If you are among those who avoided seeing this film because you thought it would be relentlessly bleak you may want to think again—Amour is one of the most important and beautiful films of recent years. Writer-director Michael Haneke and actors Emmanuelle Riva and Jean-Louis Trintignant give us a powerful and unsentimental look at the demands of life, death, and love within an intimate universe constructed over long years of coupledom. Amour does indeed cast a cold eye on our shared mortality, but not without a vivifying and profound embrace of our shared humanity. Since we choose neither our coming into life nor our leaving it, it is a rare film that can goad us into considering the nature of our exit realistically yet without utter hopelessness or morbid despair.
Amour won many awards and prizes including the Palme D’Or at Cannes and the Academy Award for Best Foreign Language Film; Riva took several Best Actress awards (and should have won the Oscar), and Trintignant’s performance as her husband is an elegant match in masterfully calibrated emotional power. Music teachers of some stature Anne and Georges are now octogenarian, savoring the rich quiet joys of their cultured maturity and decades of marriage, when suddenly Anne’s health begins a sharp decline. Haneke’s vision of how each of them confronts and attempts to manage this ultimate challenge is simply and eloquently scripted, unhurried, open to each telling development and detail. The film is unsparing in its honesty, and like the venerable, worldly, good-humored couple it portrays, it is dogged in its determination to maintain its dignity and integrity, its hard-won sense of specific identity.
Central to Amour’s power are these great actors who give an astonishingly transparent, nuanced, ultimately revelatory duet performance. Trintignant, now 85, first attracted attention 59 years ago as the callow fellow seduced by Brigitte Bardot in …And God Created Woman before starring in the seminal ’60s films A Man and a Woman, The Easy Life, Z and The Conformist. Riva, 89, came to Cannes in 1959 as the nameless European in postwar Japan in Alain Resnais’ landmark Hiroshima Mon Amour. She and Trintignant, though never before in a film together, are fully convincing as a lifelong couple: enjoying playful badinage, anticipating each other’s wants, at times nodding in silence over a shared memory.
The onset of the illness is deceptively passive. One morning at breakfast Anne becomes unresponsive and mute. The stroke lasts only a matter of seconds and she seems to return to normal. But several weeks and one operation later, Anne returns to the apartment in a wheelchair, the right side of her body paralyzed. Everything that follows transpires entirely within the familiar enclosure of their lovely home, predictability more and more frequently accompanied by surprise. Together, they try to accept their diminished circumstance, cleaving to the quality that remains, until a second stroke erodes even more of her essence. Haneke shoots most sequences in a static frame with an inexorably watchful lens: we are forced to observe the details where, we are reminded, both evil and good reside.
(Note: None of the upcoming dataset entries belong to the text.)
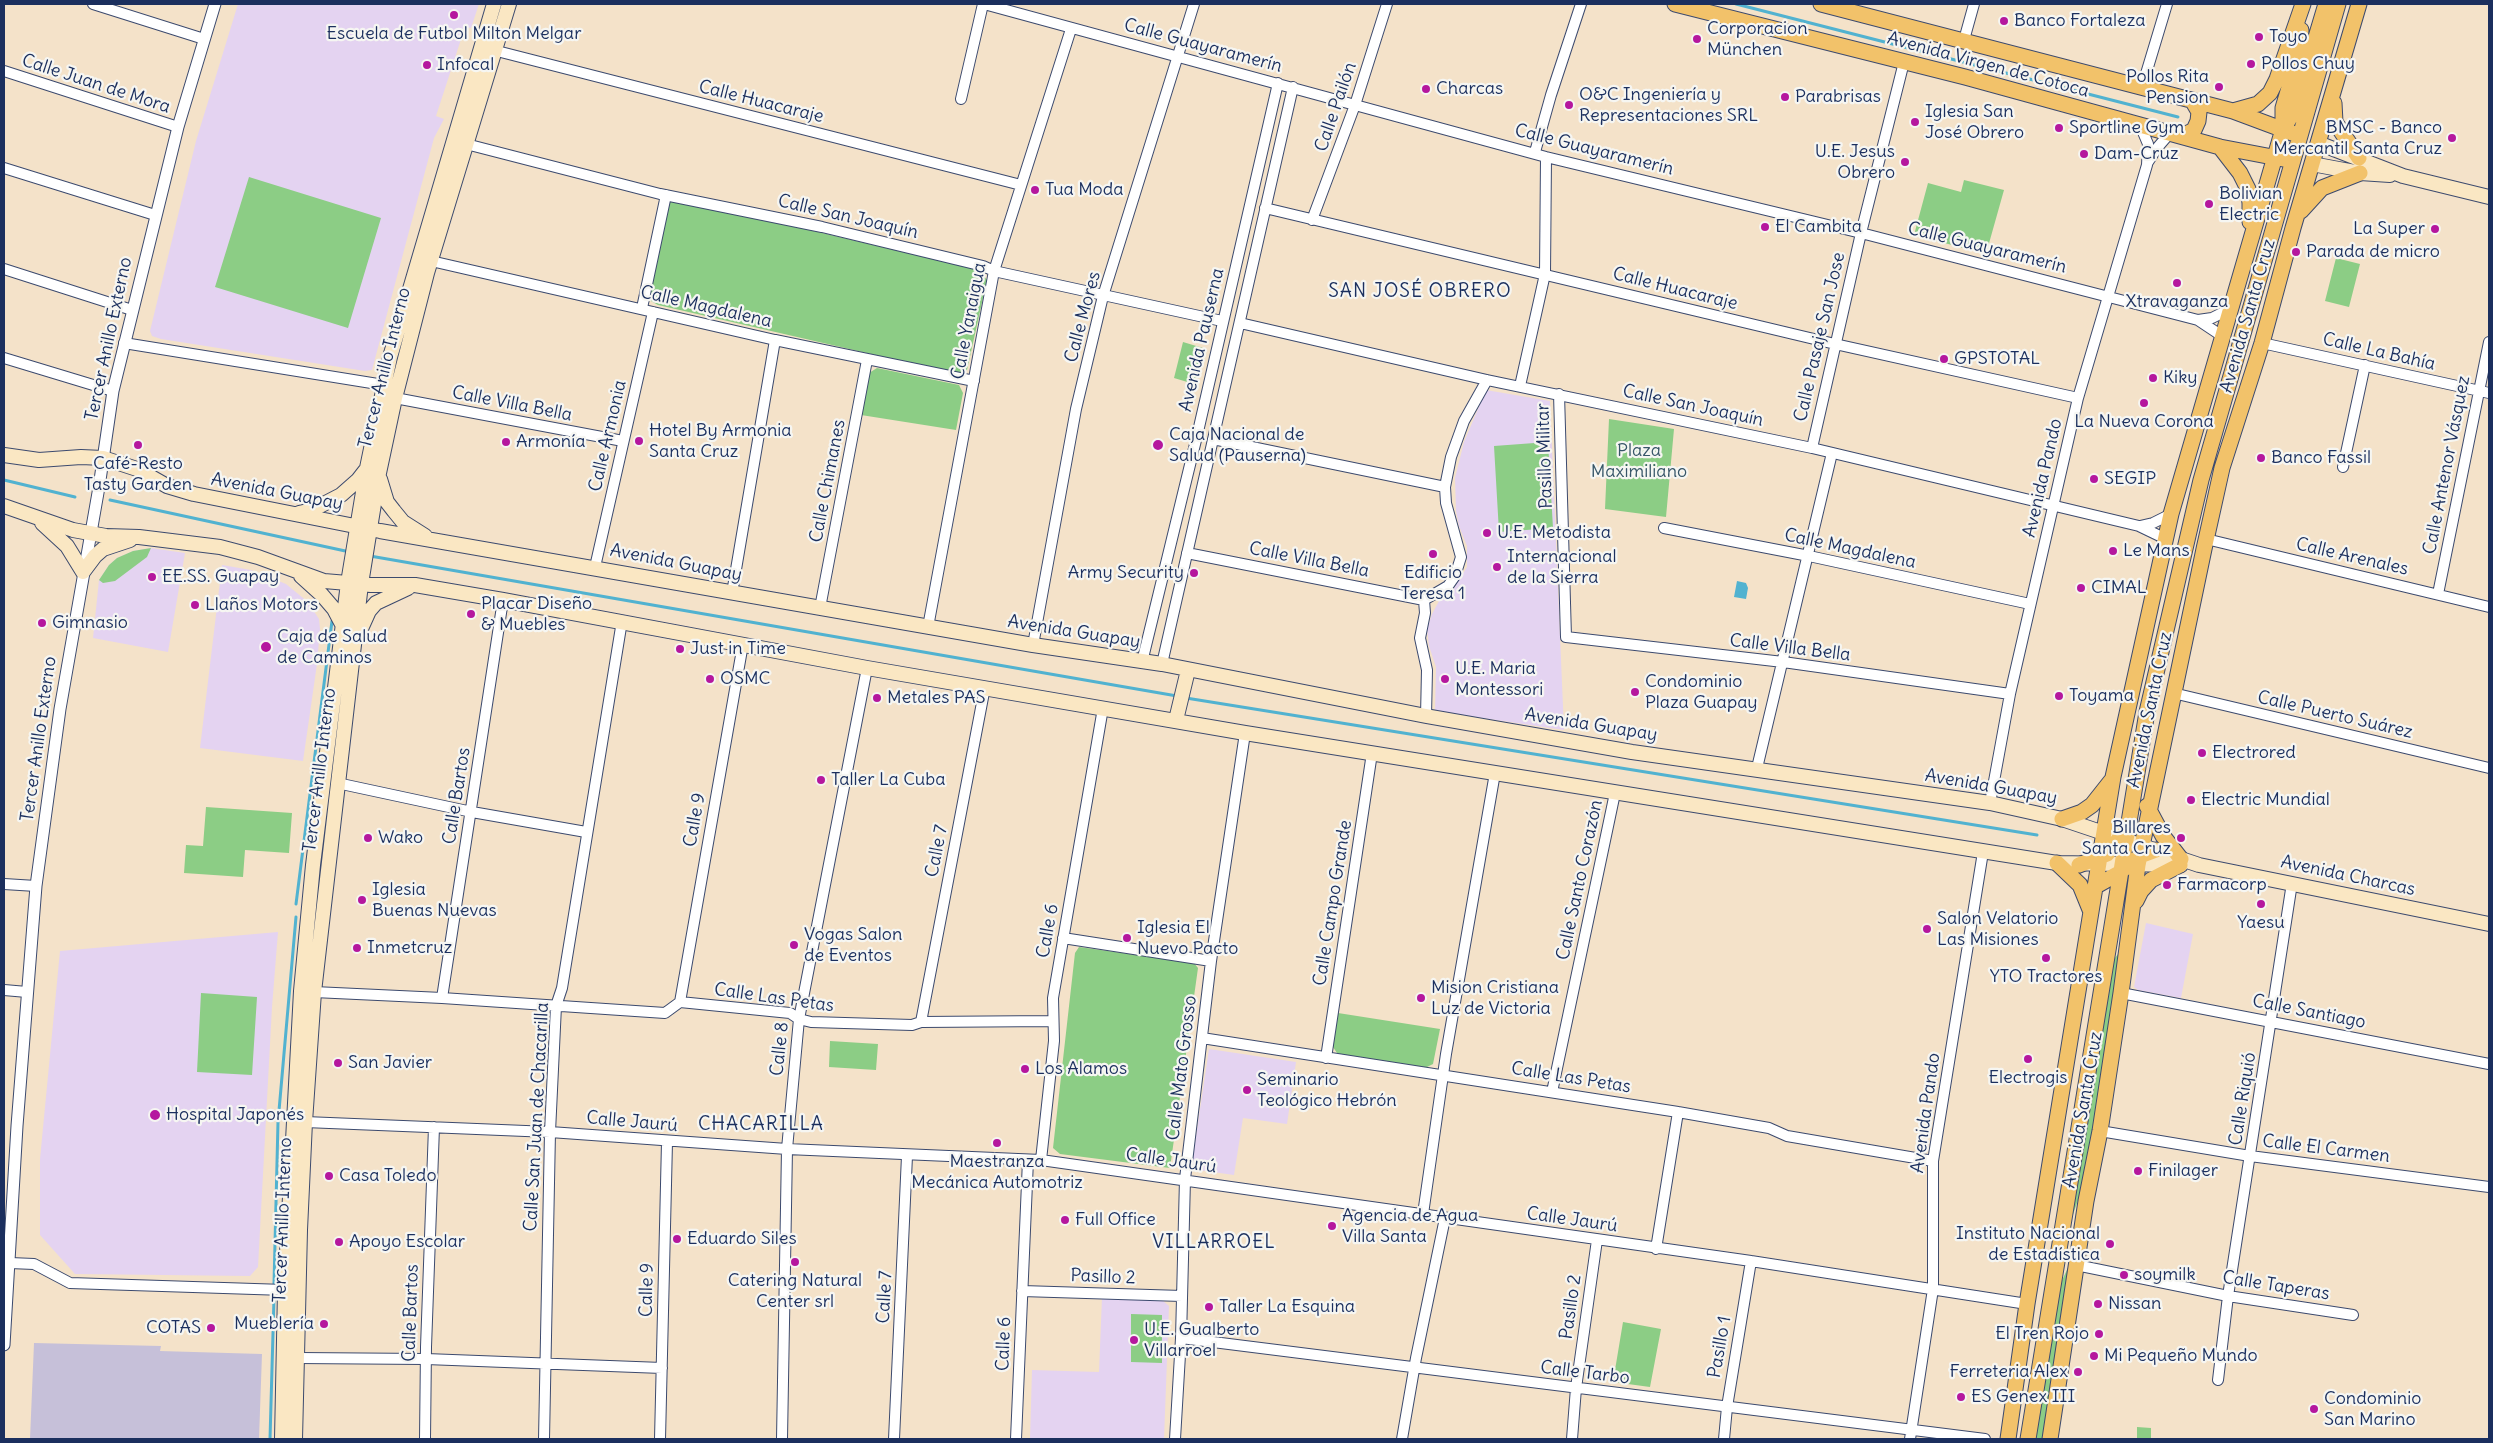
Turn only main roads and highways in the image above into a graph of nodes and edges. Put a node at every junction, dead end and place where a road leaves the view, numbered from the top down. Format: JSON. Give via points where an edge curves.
{"nodes":[{"id":1,"x":501,"y":4,"type":"edge"},
{"id":2,"x":509,"y":4,"type":"edge"},
{"id":3,"x":1675,"y":4,"type":"edge"},
{"id":4,"x":1821,"y":4,"type":"edge"},
{"id":5,"x":2304,"y":4,"type":"edge"},
{"id":6,"x":2326,"y":4,"type":"edge"},
{"id":7,"x":2338,"y":4,"type":"edge"},
{"id":8,"x":2359,"y":4,"type":"edge"},
{"id":9,"x":492,"y":10,"type":"edge"},
{"id":10,"x":2349,"y":38,"type":"junction"},
{"id":11,"x":493,"y":50,"type":"junction"},
{"id":12,"x":2316,"y":78,"type":"junction"},
{"id":13,"x":2335,"y":86,"type":"junction"},
{"id":14,"x":2192,"y":100,"type":"junction"},
{"id":15,"x":2233,"y":111,"type":"junction"},
{"id":16,"x":2283,"y":129,"type":"junction"},
{"id":17,"x":2176,"y":135,"type":"junction"},
{"id":18,"x":2300,"y":136,"type":"junction"},
{"id":19,"x":2318,"y":143,"type":"junction"},
{"id":20,"x":466,"y":144,"type":"junction"},
{"id":21,"x":2220,"y":147,"type":"junction"},
{"id":22,"x":2275,"y":157,"type":"junction"},
{"id":23,"x":2292,"y":160,"type":"junction"},
{"id":24,"x":2312,"y":164,"type":"junction"},
{"id":25,"x":2360,"y":166,"type":"junction"},
{"id":26,"x":2489,"y":197,"type":"edge"},
{"id":27,"x":2273,"y":225,"type":"junction"},
{"id":28,"x":2293,"y":228,"type":"junction"},
{"id":29,"x":2248,"y":246,"type":"junction"},
{"id":30,"x":429,"y":267,"type":"junction"},
{"id":31,"x":2278,"y":283,"type":"junction"},
{"id":32,"x":410,"y":287,"type":"junction"},
{"id":33,"x":384,"y":385,"type":"junction"},
{"id":34,"x":383,"y":454,"type":"junction"},
{"id":35,"x":4,"y":455,"type":"edge"},
{"id":36,"x":2222,"y":468,"type":"junction"},
{"id":37,"x":373,"y":470,"type":"junction"},
{"id":38,"x":4,"y":506,"type":"edge"},
{"id":39,"x":296,"y":514,"type":"junction"},
{"id":40,"x":36,"y":517,"type":"junction"},
{"id":41,"x":363,"y":533,"type":"junction"},
{"id":42,"x":139,"y":537,"type":"junction"},
{"id":43,"x":437,"y":541,"type":"junction"},
{"id":44,"x":295,"y":571,"type":"junction"},
{"id":45,"x":2178,"y":580,"type":"junction"},
{"id":46,"x":354,"y":584,"type":"junction"},
{"id":47,"x":414,"y":585,"type":"junction"},
{"id":48,"x":343,"y":626,"type":"junction"},
{"id":49,"x":354,"y":651,"type":"junction"},
{"id":50,"x":338,"y":665,"type":"junction"},
{"id":51,"x":1188,"y":670,"type":"junction"},
{"id":52,"x":1178,"y":714,"type":"junction"},
{"id":53,"x":2113,"y":777,"type":"junction"},
{"id":54,"x":337,"y":783,"type":"junction"},
{"id":55,"x":2135,"y":784,"type":"junction"},
{"id":56,"x":2149,"y":808,"type":"junction"},
{"id":57,"x":319,"y":819,"type":"junction"},
{"id":58,"x":2062,"y":819,"type":"junction"},
{"id":59,"x":2104,"y":833,"type":"junction"},
{"id":60,"x":2123,"y":839,"type":"junction"},
{"id":61,"x":2135,"y":860,"type":"junction"},
{"id":62,"x":2100,"y":861,"type":"junction"},
{"id":63,"x":2181,"y":862,"type":"junction"},
{"id":64,"x":2057,"y":863,"type":"junction"},
{"id":65,"x":313,"y":865,"type":"junction"},
{"id":66,"x":2080,"y":865,"type":"joint"},
{"id":67,"x":2096,"y":886,"type":"junction"},
{"id":68,"x":325,"y":897,"type":"junction"},
{"id":69,"x":2133,"y":906,"type":"junction"},
{"id":70,"x":2092,"y":914,"type":"junction"},
{"id":71,"x":2489,"y":924,"type":"edge"},
{"id":72,"x":314,"y":992,"type":"junction"},
{"id":73,"x":305,"y":1128,"type":"junction"},
{"id":74,"x":292,"y":1157,"type":"junction"},
{"id":75,"x":2086,"y":1201,"type":"junction"},
{"id":76,"x":2051,"y":1288,"type":"junction"},
{"id":77,"x":285,"y":1290,"type":"junction"},
{"id":78,"x":296,"y":1417,"type":"junction"},
{"id":79,"x":282,"y":1439,"type":"edge"},
{"id":80,"x":296,"y":1439,"type":"edge"},
{"id":81,"x":2008,"y":1439,"type":"edge"},
{"id":82,"x":2028,"y":1439,"type":"edge"},
{"id":83,"x":2050,"y":1439,"type":"edge"}],
"edges":[{"from":1,"to":11,"type":"main road"},
{"from":2,"to":11,"type":"main road","name":"Tercer Anillo Interno"},
{"from":3,"to":17,"type":"main road","name":"Avenida Virgen de Cotoca"},
{"from":4,"to":14,"type":"main road","name":"Avenida Virgen de Cotoca"},
{"from":5,"to":15,"type":"main road","via":[[2274,88],[2258,104]]},
{"from":5,"to":16,"type":"main road","name":"Avenida Santa Cruz","via":[[2298,58],[2283,108]]},
{"from":6,"to":16,"type":"main road","name":"Avenida Santa Cruz","via":[[2294,111]]},
{"from":7,"to":12,"type":"main road","name":"Avenida Santa Cruz"},
{"from":8,"to":10,"type":"main road","name":"Avenida Santa Cruz"},
{"from":9,"to":20,"type":"main road","via":[[484,60],[463,134]]},
{"from":9,"to":32,"type":"main road","name":"Tercer Anillo Interno"},
{"from":10,"to":12,"type":"main road"},
{"from":10,"to":13,"type":"main road","name":"Avenida Santa Cruz"},
{"from":11,"to":20,"type":"main road","name":"Tercer Anillo Interno"},
{"from":12,"to":18,"type":"main road","name":"Avenida Santa Cruz"},
{"from":13,"to":19,"type":"main road","name":"Avenida Santa Cruz"},
{"from":13,"to":25,"type":"main road","via":[[2335,122]]},
{"from":14,"to":15,"type":"main road","name":"Avenida Virgen de Cotoca"},
{"from":14,"to":17,"type":"main road","via":[[2199,112],[2198,122],[2194,130]]},
{"from":15,"to":16,"type":"main road","name":"Avenida Virgen de Cotoca"},
{"from":16,"to":18,"type":"main road","name":"Avenida Virgen de Cotoca"},
{"from":16,"to":22,"type":"main road","name":"Avenida Santa Cruz"},
{"from":17,"to":21,"type":"main road","name":"Avenida Virgen de Cotoca"},
{"from":18,"to":19,"type":"main road","name":"Avenida Virgen de Cotoca"},
{"from":18,"to":23,"type":"main road","name":"Avenida Santa Cruz"},
{"from":19,"to":24,"type":"main road","name":"Avenida Santa Cruz"},
{"from":19,"to":25,"type":"main road"},
{"from":20,"to":30,"type":"main road","name":"Tercer Anillo Interno"},
{"from":20,"to":32,"type":"main road","via":[[457,152],[421,270]]},
{"from":21,"to":22,"type":"main road","name":"Avenida Virgen de Cotoca"},
{"from":21,"to":29,"type":"main road","via":[[2248,189]]},
{"from":22,"to":23,"type":"main road","name":"Avenida Virgen de Cotoca"},
{"from":22,"to":29,"type":"main road","name":"Avenida Santa Cruz"},
{"from":23,"to":24,"type":"main road","name":"Avenida Virgen de Cotoca"},
{"from":23,"to":27,"type":"main road","name":"Avenida Santa Cruz"},
{"from":24,"to":25,"type":"main road"},
{"from":24,"to":28,"type":"main road","name":"Avenida Santa Cruz"},
{"from":25,"to":26,"type":"main road"},
{"from":25,"to":28,"type":"main road","via":[[2322,188],[2300,212]]},
{"from":27,"to":31,"type":"main road"},
{"from":27,"to":45,"type":"main road","name":"Avenida Santa Cruz","via":[[2201,480]]},
{"from":28,"to":31,"type":"main road","name":"Avenida Santa Cruz"},
{"from":29,"to":53,"type":"main road","name":"Avenida Santa Cruz","via":[[2171,514]]},
{"from":30,"to":33,"type":"main road","via":[[418,285],[394,379]]},
{"from":30,"to":34,"type":"main road","name":"Tercer Anillo Interno"},
{"from":31,"to":36,"type":"main road","name":"Avenida Santa Cruz"},
{"from":32,"to":33,"type":"main road","name":"Tercer Anillo Interno"},
{"from":33,"to":34,"type":"main road","via":[[390,396]]},
{"from":33,"to":37,"type":"main road","name":"Tercer Anillo Interno"},
{"from":34,"to":37,"type":"main road","name":"Tercer Anillo Interno"},
{"from":35,"to":39,"type":"main road","name":"Avenida Guapay","via":[[39,460],[103,458],[194,494]]},
{"from":36,"to":45,"type":"main road"},
{"from":36,"to":56,"type":"main road","name":"Avenida Santa Cruz"},
{"from":37,"to":39,"type":"main road","via":[[341,495],[312,510]]},
{"from":37,"to":41,"type":"main road","name":"Tercer Anillo Interno"},
{"from":37,"to":43,"type":"main road","via":[[395,513],[413,529]]},
{"from":38,"to":40,"type":"main road"},
{"from":39,"to":41,"type":"main road","name":"Avenida Guapay"},
{"from":40,"to":42,"type":"main road","via":[[62,528]]},
{"from":40,"to":42,"type":"main road","via":[[67,546],[83,572],[95,556],[108,547]]},
{"from":41,"to":43,"type":"main road","name":"Avenida Guapay"},
{"from":41,"to":46,"type":"main road","name":"Tercer Anillo Interno"},
{"from":42,"to":44,"type":"main road","via":[[220,547]]},
{"from":43,"to":51,"type":"main road","name":"Avenida Guapay"},
{"from":44,"to":46,"type":"main road","via":[[324,581]]},
{"from":44,"to":48,"type":"main road","via":[[322,595]]},
{"from":45,"to":55,"type":"main road","name":"Avenida Santa Cruz","via":[[2147,712]]},
{"from":46,"to":47,"type":"main road"},
{"from":46,"to":48,"type":"main road","name":"Tercer Anillo Interno"},
{"from":46,"to":49,"type":"main road","name":"Tercer Anillo Interno"},
{"from":47,"to":49,"type":"main road","via":[[376,603],[364,621]]},
{"from":47,"to":52,"type":"main road","via":[[1103,708]]},
{"from":48,"to":50,"type":"main road","name":"Tercer Anillo Interno"},
{"from":49,"to":54,"type":"main road","name":"Tercer Anillo Interno"},
{"from":50,"to":54,"type":"main road","via":[[343,700],[333,774]]},
{"from":50,"to":57,"type":"main road","name":"Tercer Anillo Interno"},
{"from":51,"to":52,"type":"main road"},
{"from":51,"to":58,"type":"main road","name":"Avenida Guapay","via":[[1632,752],[1990,803]]},
{"from":52,"to":64,"type":"main road","via":[[1244,733]]},
{"from":53,"to":58,"type":"main road","via":[[2092,805]]},
{"from":53,"to":59,"type":"main road","name":"Avenida Santa Cruz"},
{"from":54,"to":68,"type":"main road","name":"Tercer Anillo Interno"},
{"from":55,"to":56,"type":"main road"},
{"from":55,"to":60,"type":"main road","name":"Avenida Santa Cruz"},
{"from":56,"to":61,"type":"main road","name":"Avenida Santa Cruz"},
{"from":56,"to":63,"type":"main road"},
{"from":57,"to":65,"type":"main road","name":"Tercer Anillo Interno"},
{"from":57,"to":68,"type":"main road","via":[[328,828],[322,880]]},
{"from":58,"to":59,"type":"main road","name":"Avenida Guapay"},
{"from":59,"to":60,"type":"main road","name":"Avenida Guapay"},
{"from":59,"to":62,"type":"main road","name":"Avenida Santa Cruz"},
{"from":60,"to":61,"type":"main road","name":"Avenida Santa Cruz"},
{"from":60,"to":61,"type":"main road","name":"Avenida Guapay"},
{"from":60,"to":62,"type":"main road"},
{"from":61,"to":62,"type":"main road"},
{"from":61,"to":63,"type":"main road","name":"Avenida Charcas"},
{"from":61,"to":63,"type":"main road","name":"Avenida Charcas"},
{"from":61,"to":67,"type":"main road"},
{"from":61,"to":69,"type":"main road","name":"Avenida Santa Cruz"},
{"from":61,"to":76,"type":"main road","name":"Avenida Santa Cruz"},
{"from":62,"to":66,"type":"main road"},
{"from":62,"to":67,"type":"main road","name":"Avenida Santa Cruz"},
{"from":63,"to":69,"type":"main road","via":[[2152,880]]},
{"from":63,"to":71,"type":"main road","name":"Avenida Charcas"},
{"from":64,"to":66,"type":"main road"},
{"from":64,"to":70,"type":"main road","via":[[2080,885]]},
{"from":65,"to":72,"type":"main road","via":[[317,905],[310,980]]},
{"from":65,"to":74,"type":"main road","name":"Tercer Anillo Interno","via":[[301,991]]},
{"from":67,"to":70,"type":"main road","name":"Avenida Santa Cruz"},
{"from":68,"to":72,"type":"main road","name":"Tercer Anillo Interno"},
{"from":69,"to":75,"type":"main road","name":"Avenida Santa Cruz","via":[[2100,1131]]},
{"from":70,"to":81,"type":"main road","name":"Avenida Santa Cruz","via":[[2027,1304]]},
{"from":72,"to":73,"type":"main road","name":"Tercer Anillo Interno"},
{"from":72,"to":74,"type":"main road","via":[[308,1004],[300,1126]]},
{"from":73,"to":77,"type":"main road","via":[[298,1177],[295,1274]]},
{"from":73,"to":78,"type":"main road","name":"Tercer Anillo Interno"},
{"from":74,"to":77,"type":"main road","name":"Tercer Anillo Interno"},
{"from":75,"to":76,"type":"main road"},
{"from":75,"to":83,"type":"main road","name":"Avenida Santa Cruz"},
{"from":76,"to":82,"type":"main road","name":"Avenida Santa Cruz"},
{"from":77,"to":78,"type":"main road","via":[[293,1304],[291,1387]]},
{"from":77,"to":79,"type":"main road","name":"Tercer Anillo Interno"},
{"from":78,"to":80,"type":"main road","name":"Tercer Anillo Interno"}]}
Some have seen Haneke’s work as that of a stern, emotionally demanding, filmmaker—but no one can dispute his mastery of camera mood for psychological and emotional shadings. Here, even more resonantly than in The Piano Teacher (2001), Caché (2005), and the period epic The White Ribbon (2009), the auteur’s visual style is limpid, organic, palpably intimate. Rather than a cause for depression, Amour is a memorable portrait of love; it gives us the opportunity of peering candidly and with delicate care into the lives of two strangers, understanding them, and being enriched by the potent bond—recognizable but difficult to articulate—that great art forges among us. We come away from the cinematic experience as witnesses; we feel the truth of what we have seen and heard and, even as we may know in vivid dreams that we’re asleep, we are somehow changed. The realism here augments our conception of the term.
Though unflinching, even harrowing, this film offers something else, something more, something reviving. Perhaps Haneke is acknowledging that true love has a dimension that can outlast the lives of the lovers. Whatever his intent, the spell of this incandescent film will be for most viewers unforgettable. In the history of movies about death in human life—and about loving—Amour is certain to last a very long time.